• [EXERCISE GOAL]:
Pull every line that includes the word "Bypass" out of the data below and copy it.

Stored data entries
***
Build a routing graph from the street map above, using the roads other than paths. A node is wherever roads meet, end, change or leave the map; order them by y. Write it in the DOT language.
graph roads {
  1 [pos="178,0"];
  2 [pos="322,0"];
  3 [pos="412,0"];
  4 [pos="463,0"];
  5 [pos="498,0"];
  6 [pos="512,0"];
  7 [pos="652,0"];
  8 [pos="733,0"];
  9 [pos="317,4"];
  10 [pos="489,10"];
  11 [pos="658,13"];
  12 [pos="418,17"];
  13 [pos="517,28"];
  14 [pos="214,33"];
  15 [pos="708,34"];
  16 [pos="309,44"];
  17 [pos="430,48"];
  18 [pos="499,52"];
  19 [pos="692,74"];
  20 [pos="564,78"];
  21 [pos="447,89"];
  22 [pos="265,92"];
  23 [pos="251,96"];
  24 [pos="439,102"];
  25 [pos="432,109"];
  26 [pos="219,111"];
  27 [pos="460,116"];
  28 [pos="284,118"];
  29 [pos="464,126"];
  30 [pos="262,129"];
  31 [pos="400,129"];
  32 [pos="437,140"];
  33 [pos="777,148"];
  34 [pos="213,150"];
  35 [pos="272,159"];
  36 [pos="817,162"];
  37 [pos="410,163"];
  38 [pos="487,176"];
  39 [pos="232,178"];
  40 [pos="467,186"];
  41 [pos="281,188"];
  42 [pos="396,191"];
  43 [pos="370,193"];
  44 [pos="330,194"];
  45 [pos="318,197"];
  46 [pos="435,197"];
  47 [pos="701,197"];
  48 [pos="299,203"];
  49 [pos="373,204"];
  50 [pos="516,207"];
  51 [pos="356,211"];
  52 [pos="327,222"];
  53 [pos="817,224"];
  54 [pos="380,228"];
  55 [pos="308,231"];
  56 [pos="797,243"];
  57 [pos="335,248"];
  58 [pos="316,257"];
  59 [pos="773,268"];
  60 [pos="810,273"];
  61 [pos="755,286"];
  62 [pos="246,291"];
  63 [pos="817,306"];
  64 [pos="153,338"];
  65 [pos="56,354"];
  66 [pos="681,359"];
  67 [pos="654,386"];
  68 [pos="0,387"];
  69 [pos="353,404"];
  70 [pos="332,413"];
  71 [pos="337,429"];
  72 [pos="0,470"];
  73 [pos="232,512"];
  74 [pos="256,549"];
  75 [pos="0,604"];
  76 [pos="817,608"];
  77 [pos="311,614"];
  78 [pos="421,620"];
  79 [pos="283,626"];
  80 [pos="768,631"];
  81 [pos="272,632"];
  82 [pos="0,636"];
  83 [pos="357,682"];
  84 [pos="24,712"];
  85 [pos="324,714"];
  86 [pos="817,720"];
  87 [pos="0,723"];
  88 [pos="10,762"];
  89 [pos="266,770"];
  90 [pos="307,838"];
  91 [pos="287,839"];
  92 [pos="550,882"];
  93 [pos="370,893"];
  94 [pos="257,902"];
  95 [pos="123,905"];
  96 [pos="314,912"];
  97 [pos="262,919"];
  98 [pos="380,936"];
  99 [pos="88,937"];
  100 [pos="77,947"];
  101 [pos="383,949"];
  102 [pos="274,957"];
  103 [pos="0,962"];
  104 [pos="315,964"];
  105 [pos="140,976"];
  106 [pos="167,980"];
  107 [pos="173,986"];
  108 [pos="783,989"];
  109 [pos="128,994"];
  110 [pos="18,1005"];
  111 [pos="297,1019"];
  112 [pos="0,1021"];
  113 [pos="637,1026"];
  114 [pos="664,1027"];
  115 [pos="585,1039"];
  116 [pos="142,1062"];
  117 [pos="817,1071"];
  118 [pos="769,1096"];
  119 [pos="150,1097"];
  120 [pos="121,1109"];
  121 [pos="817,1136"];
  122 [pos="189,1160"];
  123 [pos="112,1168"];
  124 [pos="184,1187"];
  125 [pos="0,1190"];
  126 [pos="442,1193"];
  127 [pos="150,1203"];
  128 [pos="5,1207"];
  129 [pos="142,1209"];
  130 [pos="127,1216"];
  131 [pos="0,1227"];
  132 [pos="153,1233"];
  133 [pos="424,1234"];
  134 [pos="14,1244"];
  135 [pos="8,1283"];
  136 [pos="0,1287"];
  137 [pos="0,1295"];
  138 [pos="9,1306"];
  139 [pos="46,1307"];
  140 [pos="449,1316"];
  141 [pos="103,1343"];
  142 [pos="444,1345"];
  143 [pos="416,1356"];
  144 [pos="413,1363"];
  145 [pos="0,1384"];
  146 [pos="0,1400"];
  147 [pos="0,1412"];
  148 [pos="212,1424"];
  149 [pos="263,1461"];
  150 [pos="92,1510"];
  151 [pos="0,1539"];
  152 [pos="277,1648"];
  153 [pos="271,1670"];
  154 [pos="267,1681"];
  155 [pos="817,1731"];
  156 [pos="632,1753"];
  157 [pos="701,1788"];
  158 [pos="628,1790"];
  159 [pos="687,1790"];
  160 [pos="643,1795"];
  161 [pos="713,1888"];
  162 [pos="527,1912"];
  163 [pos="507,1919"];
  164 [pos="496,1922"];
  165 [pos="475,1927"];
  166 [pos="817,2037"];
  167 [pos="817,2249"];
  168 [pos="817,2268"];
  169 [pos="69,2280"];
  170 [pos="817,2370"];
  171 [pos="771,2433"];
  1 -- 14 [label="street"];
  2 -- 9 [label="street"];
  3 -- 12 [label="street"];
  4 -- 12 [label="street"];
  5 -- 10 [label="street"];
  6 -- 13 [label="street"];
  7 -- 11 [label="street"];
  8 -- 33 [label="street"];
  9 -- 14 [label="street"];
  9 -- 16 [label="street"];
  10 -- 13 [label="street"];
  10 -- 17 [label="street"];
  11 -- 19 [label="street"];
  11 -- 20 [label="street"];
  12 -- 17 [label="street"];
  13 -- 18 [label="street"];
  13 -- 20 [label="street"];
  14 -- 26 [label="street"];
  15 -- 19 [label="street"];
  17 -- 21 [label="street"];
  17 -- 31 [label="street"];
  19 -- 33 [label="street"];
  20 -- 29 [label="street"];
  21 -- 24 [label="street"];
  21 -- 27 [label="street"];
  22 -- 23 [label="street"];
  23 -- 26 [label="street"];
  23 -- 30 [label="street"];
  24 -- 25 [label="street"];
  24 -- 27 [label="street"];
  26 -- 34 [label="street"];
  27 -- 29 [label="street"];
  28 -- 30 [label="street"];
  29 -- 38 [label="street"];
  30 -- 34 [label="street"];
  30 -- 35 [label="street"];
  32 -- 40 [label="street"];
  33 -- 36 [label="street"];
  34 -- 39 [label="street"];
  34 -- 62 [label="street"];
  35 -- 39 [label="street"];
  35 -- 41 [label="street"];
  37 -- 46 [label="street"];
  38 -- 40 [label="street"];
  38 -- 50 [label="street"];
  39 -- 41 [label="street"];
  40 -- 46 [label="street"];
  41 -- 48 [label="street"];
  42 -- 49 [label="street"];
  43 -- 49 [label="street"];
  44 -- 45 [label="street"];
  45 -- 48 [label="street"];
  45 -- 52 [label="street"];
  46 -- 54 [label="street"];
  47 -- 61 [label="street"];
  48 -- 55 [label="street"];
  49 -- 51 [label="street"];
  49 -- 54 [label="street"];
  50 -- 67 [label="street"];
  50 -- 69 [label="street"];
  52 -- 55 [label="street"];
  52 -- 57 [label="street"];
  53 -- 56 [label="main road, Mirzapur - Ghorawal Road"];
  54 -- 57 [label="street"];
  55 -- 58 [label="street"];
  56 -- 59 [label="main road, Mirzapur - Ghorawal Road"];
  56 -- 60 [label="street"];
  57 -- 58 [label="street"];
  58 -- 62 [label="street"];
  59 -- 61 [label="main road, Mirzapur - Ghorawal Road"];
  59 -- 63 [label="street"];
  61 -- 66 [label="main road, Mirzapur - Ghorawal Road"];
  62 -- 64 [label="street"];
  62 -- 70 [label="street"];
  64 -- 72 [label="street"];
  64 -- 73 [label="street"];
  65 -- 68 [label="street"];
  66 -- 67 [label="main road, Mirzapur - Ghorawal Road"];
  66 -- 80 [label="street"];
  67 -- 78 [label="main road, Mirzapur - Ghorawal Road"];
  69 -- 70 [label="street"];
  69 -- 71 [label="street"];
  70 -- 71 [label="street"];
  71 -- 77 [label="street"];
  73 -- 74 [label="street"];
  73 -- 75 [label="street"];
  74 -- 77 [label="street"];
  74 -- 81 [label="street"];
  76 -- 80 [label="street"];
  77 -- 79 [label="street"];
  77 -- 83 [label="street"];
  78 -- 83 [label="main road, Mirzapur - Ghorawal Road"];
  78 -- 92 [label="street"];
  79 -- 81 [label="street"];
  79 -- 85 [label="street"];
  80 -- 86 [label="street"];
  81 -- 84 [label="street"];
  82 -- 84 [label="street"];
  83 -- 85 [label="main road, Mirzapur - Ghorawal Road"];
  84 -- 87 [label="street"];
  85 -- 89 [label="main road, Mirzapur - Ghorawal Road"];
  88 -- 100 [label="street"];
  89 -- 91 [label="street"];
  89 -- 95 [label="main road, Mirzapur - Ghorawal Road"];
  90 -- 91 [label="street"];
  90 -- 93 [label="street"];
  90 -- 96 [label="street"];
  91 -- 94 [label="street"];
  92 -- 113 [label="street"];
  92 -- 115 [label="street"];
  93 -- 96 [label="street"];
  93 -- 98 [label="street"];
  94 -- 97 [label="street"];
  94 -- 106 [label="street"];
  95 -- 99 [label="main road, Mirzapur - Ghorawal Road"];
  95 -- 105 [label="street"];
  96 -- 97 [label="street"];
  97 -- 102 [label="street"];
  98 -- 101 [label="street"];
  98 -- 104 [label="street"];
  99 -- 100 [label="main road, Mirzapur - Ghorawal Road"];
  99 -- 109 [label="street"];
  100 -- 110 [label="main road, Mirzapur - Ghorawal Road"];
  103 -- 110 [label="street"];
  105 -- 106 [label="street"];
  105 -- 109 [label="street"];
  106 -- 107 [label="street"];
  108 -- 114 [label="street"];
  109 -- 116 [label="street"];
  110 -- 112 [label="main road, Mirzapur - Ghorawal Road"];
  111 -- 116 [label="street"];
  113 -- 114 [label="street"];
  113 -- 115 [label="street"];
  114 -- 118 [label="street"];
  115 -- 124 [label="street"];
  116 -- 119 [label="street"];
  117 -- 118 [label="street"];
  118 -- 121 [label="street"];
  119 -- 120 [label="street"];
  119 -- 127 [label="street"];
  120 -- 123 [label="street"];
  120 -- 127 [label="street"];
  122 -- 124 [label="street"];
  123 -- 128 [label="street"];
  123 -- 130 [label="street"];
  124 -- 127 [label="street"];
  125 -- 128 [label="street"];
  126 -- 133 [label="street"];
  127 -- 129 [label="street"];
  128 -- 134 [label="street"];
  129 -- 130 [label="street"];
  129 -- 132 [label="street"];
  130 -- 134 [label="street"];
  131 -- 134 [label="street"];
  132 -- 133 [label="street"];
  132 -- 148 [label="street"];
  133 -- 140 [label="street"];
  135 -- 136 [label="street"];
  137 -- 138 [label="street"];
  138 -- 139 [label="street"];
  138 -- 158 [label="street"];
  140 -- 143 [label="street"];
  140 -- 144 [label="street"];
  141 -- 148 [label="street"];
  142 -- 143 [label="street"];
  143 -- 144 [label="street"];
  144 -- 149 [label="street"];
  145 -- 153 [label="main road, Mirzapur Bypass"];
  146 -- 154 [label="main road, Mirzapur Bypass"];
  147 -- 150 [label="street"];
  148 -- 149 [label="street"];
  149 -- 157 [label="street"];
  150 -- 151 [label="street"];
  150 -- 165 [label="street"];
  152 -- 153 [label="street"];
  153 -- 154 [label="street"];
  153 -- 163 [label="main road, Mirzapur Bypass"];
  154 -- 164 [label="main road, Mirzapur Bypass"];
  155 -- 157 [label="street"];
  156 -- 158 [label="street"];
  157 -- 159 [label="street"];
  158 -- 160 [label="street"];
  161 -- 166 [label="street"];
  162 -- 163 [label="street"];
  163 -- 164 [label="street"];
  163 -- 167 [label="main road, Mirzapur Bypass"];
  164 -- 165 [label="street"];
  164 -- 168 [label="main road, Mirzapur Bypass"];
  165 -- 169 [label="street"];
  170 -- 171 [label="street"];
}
***
• [EXPECTED ANSWER]:
  145 -- 153 [label="main road, Mirzapur Bypass"];
  146 -- 154 [label="main road, Mirzapur Bypass"];
  153 -- 163 [label="main road, Mirzapur Bypass"];
  154 -- 164 [label="main road, Mirzapur Bypass"];
  163 -- 167 [label="main road, Mirzapur Bypass"];
  164 -- 168 [label="main road, Mirzapur Bypass"];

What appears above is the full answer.